Google Blog: accessibility

Showing posts with label accessibility. Show all posts

Chrome 86 introduces two new features that improve both the user and developer experience when it comes to working with focus.

The :focus-visible pseudo-class is a CSS selector that lets developers opt-in to the same heuristic the browser uses when it's deciding whether to show a default focus indicator. This makes styling focus more predictable.

The Quick Focus Highlight is a user preference that causes the currently focused element to display an indicator for two seconds. The Quick Focus Highlight will always display, even if a page has disabled focus styles using CSS. It will also cause all CSS focus styles to match regardless of the input device that is interacting with the page.

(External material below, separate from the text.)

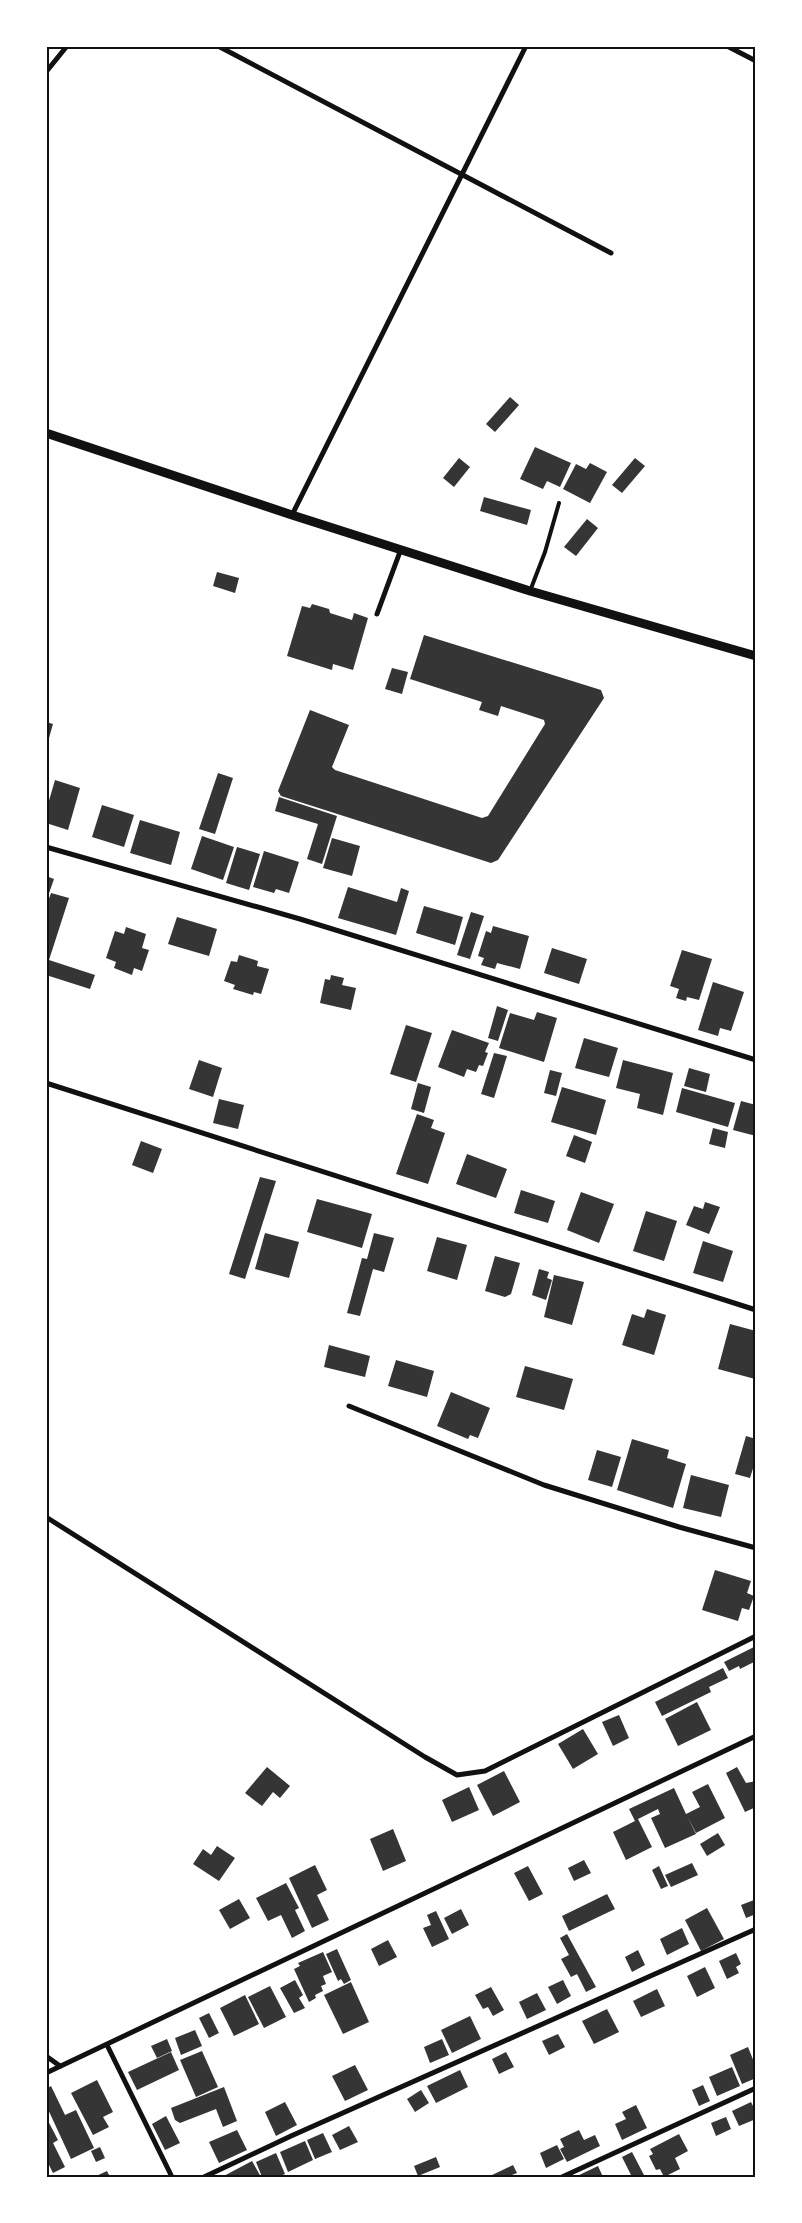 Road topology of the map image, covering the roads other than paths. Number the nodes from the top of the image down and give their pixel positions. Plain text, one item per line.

An animation of the quick focus highlight showing how it temporarily highlights a link in a line of text and then fades out to not obscure the text content.

What is focus?

When a user interacts with an element the browser will often show an indicator to signal that the element has "focus". This is sometimes referred to as the "focus ring" because browsers typically put a solid or dashed ring around the focused element.

A button with a default blue focus ring

The focus ring signals to the user which element will receive keyboard events. If a user is tabbing through a form, the focus ring indicates which text field they can type into, or if they've focused a submit button they will know that pressing Enter or Spacebar will activate that button.

Problems with focus

For users who rely on a keyboard or other assistive technology to access the page, the focus ring acts as their mouse pointer - it's how they know what they are interacting with.

Unfortunately, many websites hide the focus ring using CSS. Oftentimes they do this because the underlying behavior of focus can be difficult to understand, and styling focus can have surprising consequences.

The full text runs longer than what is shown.